● **Assigned task**
All lines with the word "overflow" must be pulled from the entries below.

● **Supplied material**
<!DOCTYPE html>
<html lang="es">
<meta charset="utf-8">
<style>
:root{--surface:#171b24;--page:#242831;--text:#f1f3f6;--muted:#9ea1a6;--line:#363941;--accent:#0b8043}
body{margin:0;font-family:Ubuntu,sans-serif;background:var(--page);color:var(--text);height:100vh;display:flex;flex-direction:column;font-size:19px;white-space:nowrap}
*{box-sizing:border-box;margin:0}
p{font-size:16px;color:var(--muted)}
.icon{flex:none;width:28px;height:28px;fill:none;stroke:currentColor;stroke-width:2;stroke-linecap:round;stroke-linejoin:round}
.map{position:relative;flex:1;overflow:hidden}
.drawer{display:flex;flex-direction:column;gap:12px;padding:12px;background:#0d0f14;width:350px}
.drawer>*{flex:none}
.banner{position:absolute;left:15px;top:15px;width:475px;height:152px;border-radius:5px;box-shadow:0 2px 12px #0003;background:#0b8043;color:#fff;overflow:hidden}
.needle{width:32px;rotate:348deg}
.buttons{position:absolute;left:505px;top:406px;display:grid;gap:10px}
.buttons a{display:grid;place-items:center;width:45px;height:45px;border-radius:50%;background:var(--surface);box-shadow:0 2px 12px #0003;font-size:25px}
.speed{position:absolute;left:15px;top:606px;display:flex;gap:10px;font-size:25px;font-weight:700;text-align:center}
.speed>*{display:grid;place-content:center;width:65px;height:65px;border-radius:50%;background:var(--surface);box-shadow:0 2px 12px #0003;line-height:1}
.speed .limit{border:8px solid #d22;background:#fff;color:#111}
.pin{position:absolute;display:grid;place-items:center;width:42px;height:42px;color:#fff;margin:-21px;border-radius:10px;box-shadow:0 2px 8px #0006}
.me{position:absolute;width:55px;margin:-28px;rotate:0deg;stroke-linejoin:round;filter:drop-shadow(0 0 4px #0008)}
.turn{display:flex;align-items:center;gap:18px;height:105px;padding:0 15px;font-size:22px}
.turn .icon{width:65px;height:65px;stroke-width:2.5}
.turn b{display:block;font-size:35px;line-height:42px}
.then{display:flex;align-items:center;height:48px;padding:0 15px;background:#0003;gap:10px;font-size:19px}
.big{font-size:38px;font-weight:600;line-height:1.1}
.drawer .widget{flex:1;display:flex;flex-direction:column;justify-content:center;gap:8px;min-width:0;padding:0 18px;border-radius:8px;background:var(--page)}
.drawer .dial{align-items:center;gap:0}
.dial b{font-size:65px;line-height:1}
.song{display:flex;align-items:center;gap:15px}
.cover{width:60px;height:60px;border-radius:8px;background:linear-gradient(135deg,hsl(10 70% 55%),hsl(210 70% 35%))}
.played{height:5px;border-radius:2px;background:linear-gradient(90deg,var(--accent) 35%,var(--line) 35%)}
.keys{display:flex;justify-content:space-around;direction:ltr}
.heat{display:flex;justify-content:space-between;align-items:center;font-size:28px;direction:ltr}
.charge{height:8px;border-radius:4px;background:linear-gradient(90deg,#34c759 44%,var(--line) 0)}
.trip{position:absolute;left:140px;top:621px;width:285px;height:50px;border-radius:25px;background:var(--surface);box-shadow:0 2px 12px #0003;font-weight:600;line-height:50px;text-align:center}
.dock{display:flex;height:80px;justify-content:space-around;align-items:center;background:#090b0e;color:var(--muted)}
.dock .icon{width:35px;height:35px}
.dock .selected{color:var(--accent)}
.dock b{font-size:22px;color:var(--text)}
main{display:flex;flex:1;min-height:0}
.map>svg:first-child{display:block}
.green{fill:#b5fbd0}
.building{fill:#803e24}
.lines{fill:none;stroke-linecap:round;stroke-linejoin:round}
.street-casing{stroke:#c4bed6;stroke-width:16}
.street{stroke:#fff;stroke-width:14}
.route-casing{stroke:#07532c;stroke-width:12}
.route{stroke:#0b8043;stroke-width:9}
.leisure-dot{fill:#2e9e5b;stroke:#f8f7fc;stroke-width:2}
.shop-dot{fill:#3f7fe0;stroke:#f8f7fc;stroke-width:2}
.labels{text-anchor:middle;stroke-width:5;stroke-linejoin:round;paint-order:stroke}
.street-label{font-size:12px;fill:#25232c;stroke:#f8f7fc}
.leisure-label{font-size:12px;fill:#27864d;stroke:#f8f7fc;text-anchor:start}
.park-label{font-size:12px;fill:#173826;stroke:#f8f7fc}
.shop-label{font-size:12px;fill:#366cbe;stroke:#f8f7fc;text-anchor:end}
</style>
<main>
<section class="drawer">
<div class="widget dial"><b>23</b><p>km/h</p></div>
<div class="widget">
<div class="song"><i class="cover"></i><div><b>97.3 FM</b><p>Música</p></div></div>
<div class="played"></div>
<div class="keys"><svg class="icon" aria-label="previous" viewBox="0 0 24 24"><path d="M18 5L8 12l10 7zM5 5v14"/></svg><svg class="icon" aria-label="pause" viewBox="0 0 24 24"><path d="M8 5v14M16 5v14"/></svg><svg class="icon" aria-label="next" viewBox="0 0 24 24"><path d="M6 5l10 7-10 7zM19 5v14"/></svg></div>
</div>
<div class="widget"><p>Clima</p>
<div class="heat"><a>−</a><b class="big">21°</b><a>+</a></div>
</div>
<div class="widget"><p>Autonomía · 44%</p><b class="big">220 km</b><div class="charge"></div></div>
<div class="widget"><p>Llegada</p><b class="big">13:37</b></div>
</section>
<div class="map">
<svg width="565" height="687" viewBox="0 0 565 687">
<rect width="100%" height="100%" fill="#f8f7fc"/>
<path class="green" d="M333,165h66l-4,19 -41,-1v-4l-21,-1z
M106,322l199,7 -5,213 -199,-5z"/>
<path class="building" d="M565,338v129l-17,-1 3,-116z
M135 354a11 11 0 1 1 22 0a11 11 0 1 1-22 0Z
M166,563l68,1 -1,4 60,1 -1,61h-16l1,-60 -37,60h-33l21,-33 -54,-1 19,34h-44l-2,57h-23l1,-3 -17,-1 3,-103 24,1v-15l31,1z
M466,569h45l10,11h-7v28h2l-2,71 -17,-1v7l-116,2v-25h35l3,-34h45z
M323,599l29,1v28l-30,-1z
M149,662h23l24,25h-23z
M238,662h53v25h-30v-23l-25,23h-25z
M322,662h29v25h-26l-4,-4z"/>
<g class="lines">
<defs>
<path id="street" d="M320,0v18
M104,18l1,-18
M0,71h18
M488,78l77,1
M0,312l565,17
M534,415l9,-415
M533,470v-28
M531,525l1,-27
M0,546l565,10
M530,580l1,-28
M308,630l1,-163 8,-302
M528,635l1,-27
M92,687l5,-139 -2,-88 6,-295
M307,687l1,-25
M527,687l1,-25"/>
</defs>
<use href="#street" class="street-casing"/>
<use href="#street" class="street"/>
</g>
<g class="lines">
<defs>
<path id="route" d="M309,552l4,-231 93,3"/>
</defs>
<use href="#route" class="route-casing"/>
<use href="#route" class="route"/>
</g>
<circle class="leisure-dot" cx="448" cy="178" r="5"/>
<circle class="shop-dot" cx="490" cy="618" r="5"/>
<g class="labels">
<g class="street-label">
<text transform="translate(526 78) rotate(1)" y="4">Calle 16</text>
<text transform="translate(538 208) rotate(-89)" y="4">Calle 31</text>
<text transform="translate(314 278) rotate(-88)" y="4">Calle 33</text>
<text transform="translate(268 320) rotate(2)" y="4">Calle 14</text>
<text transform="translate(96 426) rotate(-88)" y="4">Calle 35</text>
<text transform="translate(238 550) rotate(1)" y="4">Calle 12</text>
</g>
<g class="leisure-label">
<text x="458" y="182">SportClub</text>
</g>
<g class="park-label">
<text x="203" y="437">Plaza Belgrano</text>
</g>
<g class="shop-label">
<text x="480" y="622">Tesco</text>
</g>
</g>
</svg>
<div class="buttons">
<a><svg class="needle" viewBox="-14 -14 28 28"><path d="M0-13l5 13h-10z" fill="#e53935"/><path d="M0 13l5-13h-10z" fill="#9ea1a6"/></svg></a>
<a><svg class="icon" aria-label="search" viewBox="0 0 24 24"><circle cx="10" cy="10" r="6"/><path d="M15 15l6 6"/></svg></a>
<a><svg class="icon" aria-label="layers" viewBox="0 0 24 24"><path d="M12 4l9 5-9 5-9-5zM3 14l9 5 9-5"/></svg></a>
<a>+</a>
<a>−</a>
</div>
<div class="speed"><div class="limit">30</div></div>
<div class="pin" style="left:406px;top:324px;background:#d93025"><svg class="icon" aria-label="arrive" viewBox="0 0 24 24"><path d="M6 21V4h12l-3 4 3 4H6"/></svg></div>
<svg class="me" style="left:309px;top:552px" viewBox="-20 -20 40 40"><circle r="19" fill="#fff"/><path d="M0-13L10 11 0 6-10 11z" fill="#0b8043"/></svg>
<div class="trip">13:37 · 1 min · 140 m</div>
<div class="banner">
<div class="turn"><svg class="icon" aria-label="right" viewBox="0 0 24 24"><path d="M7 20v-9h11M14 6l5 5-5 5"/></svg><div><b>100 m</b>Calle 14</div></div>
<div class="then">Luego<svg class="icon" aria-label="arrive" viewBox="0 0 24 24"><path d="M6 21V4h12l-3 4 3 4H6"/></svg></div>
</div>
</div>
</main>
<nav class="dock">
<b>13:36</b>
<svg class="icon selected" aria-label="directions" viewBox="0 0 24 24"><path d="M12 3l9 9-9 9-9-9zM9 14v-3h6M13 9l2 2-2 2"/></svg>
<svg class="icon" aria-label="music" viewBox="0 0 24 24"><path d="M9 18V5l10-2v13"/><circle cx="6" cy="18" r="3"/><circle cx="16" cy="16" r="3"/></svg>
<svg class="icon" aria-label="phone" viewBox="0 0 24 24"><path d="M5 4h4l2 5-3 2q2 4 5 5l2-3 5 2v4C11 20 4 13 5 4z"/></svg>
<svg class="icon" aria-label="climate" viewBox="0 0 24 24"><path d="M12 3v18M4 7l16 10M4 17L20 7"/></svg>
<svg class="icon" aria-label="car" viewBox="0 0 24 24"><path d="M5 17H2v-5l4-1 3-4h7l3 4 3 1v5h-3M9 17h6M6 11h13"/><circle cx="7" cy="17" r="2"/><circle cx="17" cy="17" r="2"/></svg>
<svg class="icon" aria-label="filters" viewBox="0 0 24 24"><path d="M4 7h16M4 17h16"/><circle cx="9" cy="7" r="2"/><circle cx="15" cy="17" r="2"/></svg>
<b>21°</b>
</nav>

● **Reply**
.map{position:relative;flex:1;overflow:hidden}
.banner{position:absolute;left:15px;top:15px;width:475px;height:152px;border-radius:5px;box-shadow:0 2px 12px #0003;background:#0b8043;color:#fff;overflow:hidden}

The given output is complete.